YOUR TASK — Write out the records in full, exactly as given, but without the images.

DATASET RECORDS —
════════════════

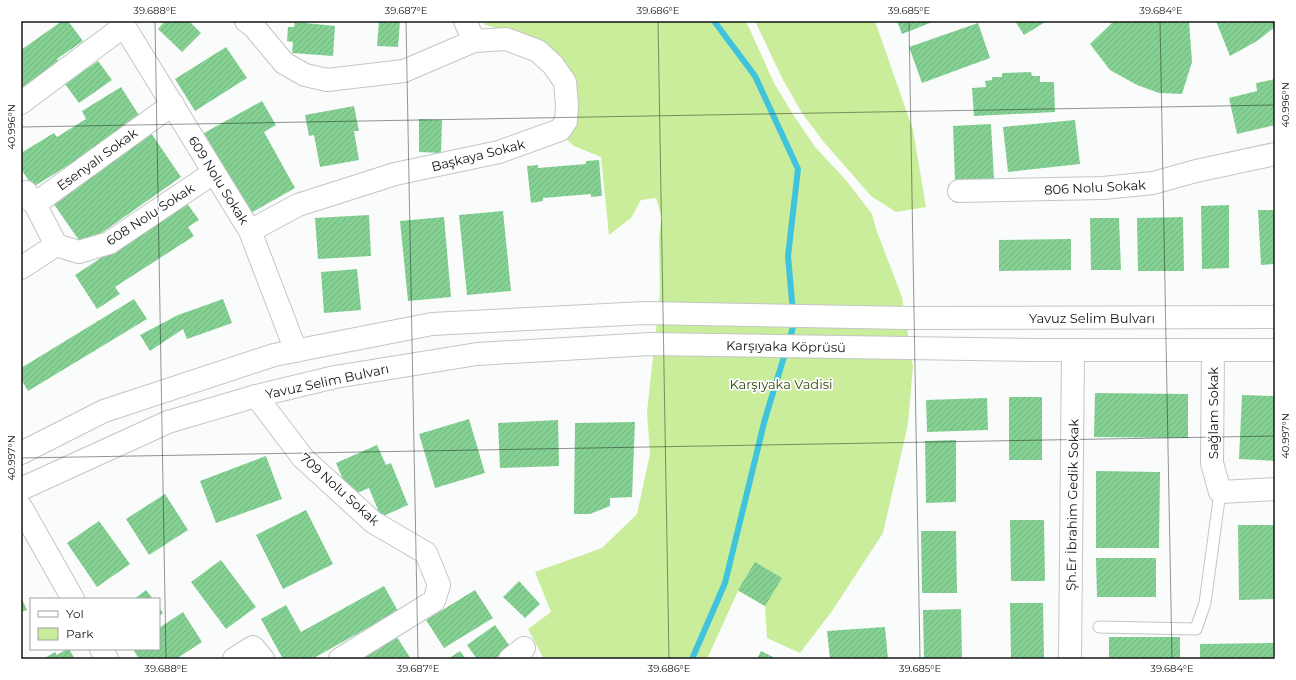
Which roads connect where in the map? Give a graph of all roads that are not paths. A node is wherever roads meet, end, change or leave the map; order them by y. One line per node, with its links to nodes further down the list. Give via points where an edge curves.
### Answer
1 (246, 21): 4 (street, via 284,63 305,75 326,80 404,72)
2 (465, 21): 4 (street)
3 (122, 23): 5 (street); 6 (street, 609 Nolu Sokak)
4 (474, 41): 12 (street, Başkaya Sokak, via 506,39 538,51 553,65 565,82 566,121 560,130 499,152 394,174 298,205)
5 (21, 103)
6 (173, 104): 8 (street, 609 Nolu Sokak); 11 (street, Esenyalı Sokak)
7 (1275, 154): 10 (street, 806 Nolu Sokak, via 1152,184)
8 (213, 173): 12 (street, 609 Nolu Sokak); 13 (street, 608 Nolu Sokak, via 109,243 79,252)
9 (21, 184): 11 (street)
10 (959, 192)
11 (28, 199): 13 (street)
12 (250, 231): 20 (street, 609 Nolu Sokak)
13 (56, 245): 14 (street)
14 (21, 268)
15 (1275, 317): 20 (street, Yavuz Selim Bulvarı, via 908,318 644,313 432,324)
16 (650, 344): 17 (street, Karşıyaka Köprüsü); 21 (street, Yavuz Selim Bulvarı, via 477,354 335,377)
17 (1073, 350): 18 (street); 34 (street, Şh.Er İbrahim Gedik Sokak)
18 (1214, 350): 19 (street); 25 (street, Sağlam Sokak, via 1212,463)
19 (1275, 350)
20 (296, 351): 22 (street, via 274,355 104,411)
21 (256, 396): 23 (street, Yavuz Selim Bulvarı, via 168,422); 33 (street, 709 Nolu Sokak, via 304,458 321,474 373,522 426,554 439,585 434,601)
22 (21, 453)
23 (21, 489)
24 (1275, 489): 25 (street)
25 (1220, 492): 28 (lane, via 1205,603 1196,629)
26 (21, 507): 27 (street)
27 (72, 598)
28 (1099, 627)
29 (102, 650): 30 (street)
30 (107, 659)
31 (234, 659): 32 (street, via 253,647)
32 (263, 659)
33 (340, 659)
34 (1070, 659)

════════════════

RESPONSE FOR THIS EXERCISE —
Which roads connect where in the map? Give a graph of all roads that are not paths. A node is wherever roads meet, end, change or leave the map; order them by y. One line per node, with its links to nodes further down the list. Give via points where an edge curves.
### Answer
1 (246, 21): 4 (street, via 284,63 305,75 326,80 404,72)
2 (465, 21): 4 (street)
3 (122, 23): 5 (street); 6 (street, 609 Nolu Sokak)
4 (474, 41): 12 (street, Başkaya Sokak, via 506,39 538,51 553,65 565,82 566,121 560,130 499,152 394,174 298,205)
5 (21, 103)
6 (173, 104): 8 (street, 609 Nolu Sokak); 11 (street, Esenyalı Sokak)
7 (1275, 154): 10 (street, 806 Nolu Sokak, via 1152,184)
8 (213, 173): 12 (street, 609 Nolu Sokak); 13 (street, 608 Nolu Sokak, via 109,243 79,252)
9 (21, 184): 11 (street)
10 (959, 192)
11 (28, 199): 13 (street)
12 (250, 231): 20 (street, 609 Nolu Sokak)
13 (56, 245): 14 (street)
14 (21, 268)
15 (1275, 317): 20 (street, Yavuz Selim Bulvarı, via 908,318 644,313 432,324)
16 (650, 344): 17 (street, Karşıyaka Köprüsü); 21 (street, Yavuz Selim Bulvarı, via 477,354 335,377)
17 (1073, 350): 18 (street); 34 (street, Şh.Er İbrahim Gedik Sokak)
18 (1214, 350): 19 (street); 25 (street, Sağlam Sokak, via 1212,463)
19 (1275, 350)
20 (296, 351): 22 (street, via 274,355 104,411)
21 (256, 396): 23 (street, Yavuz Selim Bulvarı, via 168,422); 33 (street, 709 Nolu Sokak, via 304,458 321,474 373,522 426,554 439,585 434,601)
22 (21, 453)
23 (21, 489)
24 (1275, 489): 25 (street)
25 (1220, 492): 28 (lane, via 1205,603 1196,629)
26 (21, 507): 27 (street)
27 (72, 598)
28 (1099, 627)
29 (102, 650): 30 (street)
30 (107, 659)
31 (234, 659): 32 (street, via 253,647)
32 (263, 659)
33 (340, 659)
34 (1070, 659)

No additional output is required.